Business Analytics

Acknowledgments: Sources where any material was referenced from or adapted have been identified in-line with the text.

Datafiles referred to in the text on this site are downloadable from https://drive.google.com/drive/folders/1WRv9AkvXHlzKK4L2xym4PSmb_io0wskf?usp=sharing

Introduction to Analytics

Analytics are ubiquitous, they are all around us. They make our daily lives a lot simpler.

Google knows to look for not just the words you search for, but can almost guess (fairly accurately) what those words mean, and what you are really searching for. Netflix and YouTube almost know what you might want to watch next. Gmail can classify your email into real email, junk, promotions, and social messages. CVS knows what coupons to offer you. Your newsfeed shows you the stories you would be interested in. Your employer probably has a good idea of whether you are a flight risk. LinkedIn can show you jobs that are suited to your skills. Companies can react to your reviews, even though they receive thousands of reviews every day. Your computer can recognize your face. Zillow can reasonably accurately estimate the value of any home.

All of this is made possible by data and analytics. And while it may look like magic, in the end it really mostly linear algebra and calculus at work behind the scenes.

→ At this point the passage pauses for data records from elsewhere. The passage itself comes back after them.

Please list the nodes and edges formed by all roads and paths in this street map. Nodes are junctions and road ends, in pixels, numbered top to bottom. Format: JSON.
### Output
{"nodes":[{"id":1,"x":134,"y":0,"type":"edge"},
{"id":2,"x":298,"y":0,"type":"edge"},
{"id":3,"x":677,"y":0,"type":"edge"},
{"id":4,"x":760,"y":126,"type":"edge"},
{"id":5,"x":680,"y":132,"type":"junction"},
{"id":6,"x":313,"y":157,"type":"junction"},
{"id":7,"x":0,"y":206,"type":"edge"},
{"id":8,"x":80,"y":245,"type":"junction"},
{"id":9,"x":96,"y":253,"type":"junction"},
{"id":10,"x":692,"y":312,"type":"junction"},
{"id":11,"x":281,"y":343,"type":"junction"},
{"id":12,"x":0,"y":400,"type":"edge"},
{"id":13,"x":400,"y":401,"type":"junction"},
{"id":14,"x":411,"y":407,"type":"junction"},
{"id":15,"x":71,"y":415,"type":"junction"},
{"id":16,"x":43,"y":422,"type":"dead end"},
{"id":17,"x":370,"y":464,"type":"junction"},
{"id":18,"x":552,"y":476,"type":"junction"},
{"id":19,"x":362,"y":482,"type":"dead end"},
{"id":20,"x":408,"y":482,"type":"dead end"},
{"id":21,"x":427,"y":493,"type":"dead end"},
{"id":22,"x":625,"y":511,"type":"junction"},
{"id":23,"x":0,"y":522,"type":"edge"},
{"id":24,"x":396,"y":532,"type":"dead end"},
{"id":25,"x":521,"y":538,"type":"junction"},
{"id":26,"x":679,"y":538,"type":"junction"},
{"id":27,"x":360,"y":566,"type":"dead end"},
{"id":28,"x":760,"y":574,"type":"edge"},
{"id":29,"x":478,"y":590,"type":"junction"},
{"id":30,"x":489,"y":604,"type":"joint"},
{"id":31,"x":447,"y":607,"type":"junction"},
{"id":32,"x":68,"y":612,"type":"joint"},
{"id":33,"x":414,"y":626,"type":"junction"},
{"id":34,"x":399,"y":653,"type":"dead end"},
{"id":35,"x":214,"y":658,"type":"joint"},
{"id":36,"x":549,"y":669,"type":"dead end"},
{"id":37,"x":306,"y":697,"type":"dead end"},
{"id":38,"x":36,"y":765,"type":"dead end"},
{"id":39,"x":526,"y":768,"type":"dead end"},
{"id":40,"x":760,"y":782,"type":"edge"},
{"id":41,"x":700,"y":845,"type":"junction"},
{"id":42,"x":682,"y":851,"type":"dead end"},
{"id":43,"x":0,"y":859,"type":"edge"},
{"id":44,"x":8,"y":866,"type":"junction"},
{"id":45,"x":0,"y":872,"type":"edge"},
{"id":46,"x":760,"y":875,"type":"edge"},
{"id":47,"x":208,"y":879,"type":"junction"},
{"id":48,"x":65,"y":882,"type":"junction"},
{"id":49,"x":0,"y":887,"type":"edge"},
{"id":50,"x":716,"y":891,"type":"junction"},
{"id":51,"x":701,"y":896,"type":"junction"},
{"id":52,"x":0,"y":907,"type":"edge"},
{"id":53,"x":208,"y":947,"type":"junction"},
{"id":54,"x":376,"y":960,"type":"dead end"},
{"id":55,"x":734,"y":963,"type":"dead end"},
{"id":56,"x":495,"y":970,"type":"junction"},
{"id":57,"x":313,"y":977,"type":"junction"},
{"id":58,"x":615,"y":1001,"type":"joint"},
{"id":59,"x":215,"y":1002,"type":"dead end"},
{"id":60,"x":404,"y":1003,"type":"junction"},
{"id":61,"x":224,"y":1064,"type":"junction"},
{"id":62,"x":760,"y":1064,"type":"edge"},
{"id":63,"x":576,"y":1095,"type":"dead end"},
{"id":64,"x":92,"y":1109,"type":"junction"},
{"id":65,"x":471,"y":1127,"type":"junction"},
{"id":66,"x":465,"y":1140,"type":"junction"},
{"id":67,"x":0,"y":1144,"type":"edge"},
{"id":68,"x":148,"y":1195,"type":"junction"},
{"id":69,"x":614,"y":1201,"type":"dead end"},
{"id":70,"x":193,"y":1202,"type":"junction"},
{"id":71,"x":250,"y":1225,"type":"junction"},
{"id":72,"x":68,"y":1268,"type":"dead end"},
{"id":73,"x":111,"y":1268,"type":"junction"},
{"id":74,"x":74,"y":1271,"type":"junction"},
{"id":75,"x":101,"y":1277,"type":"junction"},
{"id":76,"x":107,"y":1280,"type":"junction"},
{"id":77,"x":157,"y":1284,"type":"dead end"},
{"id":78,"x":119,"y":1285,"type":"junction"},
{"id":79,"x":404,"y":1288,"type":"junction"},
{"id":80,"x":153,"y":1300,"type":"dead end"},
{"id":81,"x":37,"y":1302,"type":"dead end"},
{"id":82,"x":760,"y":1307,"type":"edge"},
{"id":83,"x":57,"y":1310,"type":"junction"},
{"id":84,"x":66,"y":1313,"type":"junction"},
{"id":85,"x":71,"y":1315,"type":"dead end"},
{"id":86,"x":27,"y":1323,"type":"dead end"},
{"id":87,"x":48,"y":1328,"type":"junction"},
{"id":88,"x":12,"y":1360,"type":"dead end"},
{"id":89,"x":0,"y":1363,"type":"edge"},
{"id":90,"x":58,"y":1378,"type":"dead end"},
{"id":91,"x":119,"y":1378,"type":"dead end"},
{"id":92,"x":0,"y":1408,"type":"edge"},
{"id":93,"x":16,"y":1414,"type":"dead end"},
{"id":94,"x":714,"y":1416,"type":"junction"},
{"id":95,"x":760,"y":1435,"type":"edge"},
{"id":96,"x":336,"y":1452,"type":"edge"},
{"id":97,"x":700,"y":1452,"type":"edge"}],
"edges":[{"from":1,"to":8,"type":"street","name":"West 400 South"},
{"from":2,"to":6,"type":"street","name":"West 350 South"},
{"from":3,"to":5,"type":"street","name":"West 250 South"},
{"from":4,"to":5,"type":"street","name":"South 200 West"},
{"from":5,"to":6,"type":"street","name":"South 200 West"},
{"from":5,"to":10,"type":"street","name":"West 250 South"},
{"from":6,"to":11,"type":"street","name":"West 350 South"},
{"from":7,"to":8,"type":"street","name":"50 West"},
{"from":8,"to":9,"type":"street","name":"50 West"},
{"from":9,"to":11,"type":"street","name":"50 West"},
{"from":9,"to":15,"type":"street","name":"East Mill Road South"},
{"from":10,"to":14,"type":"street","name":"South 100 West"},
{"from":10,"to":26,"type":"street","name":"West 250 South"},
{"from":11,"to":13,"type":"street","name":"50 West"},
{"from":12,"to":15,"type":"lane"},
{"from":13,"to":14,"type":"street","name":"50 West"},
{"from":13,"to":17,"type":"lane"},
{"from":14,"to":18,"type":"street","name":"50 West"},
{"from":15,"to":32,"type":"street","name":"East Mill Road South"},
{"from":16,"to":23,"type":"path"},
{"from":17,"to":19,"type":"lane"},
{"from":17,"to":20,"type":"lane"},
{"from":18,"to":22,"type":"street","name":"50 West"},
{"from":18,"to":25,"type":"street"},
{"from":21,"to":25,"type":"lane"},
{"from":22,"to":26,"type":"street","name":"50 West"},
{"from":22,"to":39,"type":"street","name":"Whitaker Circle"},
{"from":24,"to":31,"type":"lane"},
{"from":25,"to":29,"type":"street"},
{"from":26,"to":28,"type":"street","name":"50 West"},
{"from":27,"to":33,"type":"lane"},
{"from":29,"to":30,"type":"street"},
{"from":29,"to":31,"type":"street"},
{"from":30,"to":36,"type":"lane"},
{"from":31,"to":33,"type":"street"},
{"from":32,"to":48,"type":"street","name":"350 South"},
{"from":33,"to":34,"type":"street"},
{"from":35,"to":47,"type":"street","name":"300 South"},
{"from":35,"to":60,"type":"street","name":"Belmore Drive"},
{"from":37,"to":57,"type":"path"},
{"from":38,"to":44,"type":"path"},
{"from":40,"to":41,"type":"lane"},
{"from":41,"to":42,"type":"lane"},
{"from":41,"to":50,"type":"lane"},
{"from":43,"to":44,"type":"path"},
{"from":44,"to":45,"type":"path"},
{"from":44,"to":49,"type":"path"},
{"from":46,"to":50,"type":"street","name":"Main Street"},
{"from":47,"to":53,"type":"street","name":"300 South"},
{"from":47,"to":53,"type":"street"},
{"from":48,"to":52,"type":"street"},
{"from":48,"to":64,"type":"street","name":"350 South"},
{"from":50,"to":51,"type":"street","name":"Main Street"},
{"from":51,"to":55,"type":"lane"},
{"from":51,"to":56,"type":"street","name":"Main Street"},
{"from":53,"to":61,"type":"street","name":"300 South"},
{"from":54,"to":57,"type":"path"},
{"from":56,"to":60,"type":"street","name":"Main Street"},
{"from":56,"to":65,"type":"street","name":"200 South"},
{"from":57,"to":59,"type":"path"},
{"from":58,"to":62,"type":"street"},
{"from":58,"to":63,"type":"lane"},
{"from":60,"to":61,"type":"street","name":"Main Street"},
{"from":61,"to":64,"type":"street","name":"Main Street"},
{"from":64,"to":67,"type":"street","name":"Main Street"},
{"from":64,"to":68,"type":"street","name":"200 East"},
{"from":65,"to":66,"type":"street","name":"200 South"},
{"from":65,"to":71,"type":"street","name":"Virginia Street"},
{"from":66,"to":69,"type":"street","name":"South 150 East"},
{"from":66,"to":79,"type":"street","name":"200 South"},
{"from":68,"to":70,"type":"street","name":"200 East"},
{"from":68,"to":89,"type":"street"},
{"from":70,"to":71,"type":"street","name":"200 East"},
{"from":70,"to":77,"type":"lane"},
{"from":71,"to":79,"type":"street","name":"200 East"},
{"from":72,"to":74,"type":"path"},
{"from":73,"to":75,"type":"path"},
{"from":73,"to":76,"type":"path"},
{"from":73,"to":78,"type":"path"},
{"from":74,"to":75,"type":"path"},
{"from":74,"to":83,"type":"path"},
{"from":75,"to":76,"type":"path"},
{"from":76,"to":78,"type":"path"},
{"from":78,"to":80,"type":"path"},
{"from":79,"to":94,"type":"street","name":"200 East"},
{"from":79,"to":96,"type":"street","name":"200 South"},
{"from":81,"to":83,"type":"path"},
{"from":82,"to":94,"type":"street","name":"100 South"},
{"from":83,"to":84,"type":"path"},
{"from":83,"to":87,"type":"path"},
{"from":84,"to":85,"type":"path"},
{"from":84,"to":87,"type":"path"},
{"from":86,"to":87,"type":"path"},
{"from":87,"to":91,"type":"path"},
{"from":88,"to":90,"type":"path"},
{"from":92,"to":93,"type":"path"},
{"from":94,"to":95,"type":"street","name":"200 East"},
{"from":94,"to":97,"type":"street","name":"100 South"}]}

In this set of notes, structured almost as as book, we are going to look behind the curtain and see what makes all of this possible. We will examine the ‘why’, the ‘what’, as well as the ‘how’. Which means we will try understand why something makes sense, what problems can be solved, and, we will also look at the how with practical examples of solving such problems.

Problems that data can solve often don't look like they can be solved by data, they almost always appear to be things that require human intelligence and judgment. This also means we will always be thinking about restructuring and reformulating problems into forms that make them amenable to be solved by the analytic tools we have at hand. This makes analytics as much a creative art, as it is about math and algorithms.

Who needs analytics?

So who needs analytics? Anyone who needs to make a decision needs analytics. Analytics support humans in making decisions, and can sometimes completely take the task of making decisions off the plates of humans.

Around us, we see many examples of analytics in action. The phrases in the parentheses suggest possible analytical tools that can help with the task described.

  • Governments analyze and predict pensions and healthcare bills. (Time series)
  • Google calculates whether you will or will not click an ad (Classification)
  • Amazon shows you what you will buy next (Association rules)
  • Insurance companies predict who will live, die, or have an accident (Classification)
  • Epidemiologists forecast the outbreak of diseases (Regression, RNNs)
  • Netflix wants to know what you would like to watch next (Recommender systems)

Defining analytics

But before we dive deeper, let us pause for a moment to think about what we mean by analytics. A quick search will reveal several definitions of analytics, and they are probably all accurate. A key thing though about analytics is that they are data-based, and that they provide us an intuition or an understanding which we did not have before. Another way of saying this is that analytics provide insights. Business analytics are actionable insights from data. Understanding the fundamental concepts underlying business analytics is essential for success at all levels in most organizations today.

So here is an attempted definition of analytics: Analytics are data-based actionable insights
- They are data-based – which means opinions alone are not analytics
- They are actionable – which means they drive decisions, helping select a course of action among multiple available
- They are insightful – which means they uncover things that weren’t known before with certainty

We will define analytics broadly to mean anything that allows us to profit from data. Profit includes not only improving the bottomline by increasing revenues or reducing costs, but also things that help us achieve our goals in any way, for example, make our customers happier, improve the dependability of our products, improve patient outcomes in a healthcare setting. Depending on the business, these may or may not have a directly defined relationship to profits.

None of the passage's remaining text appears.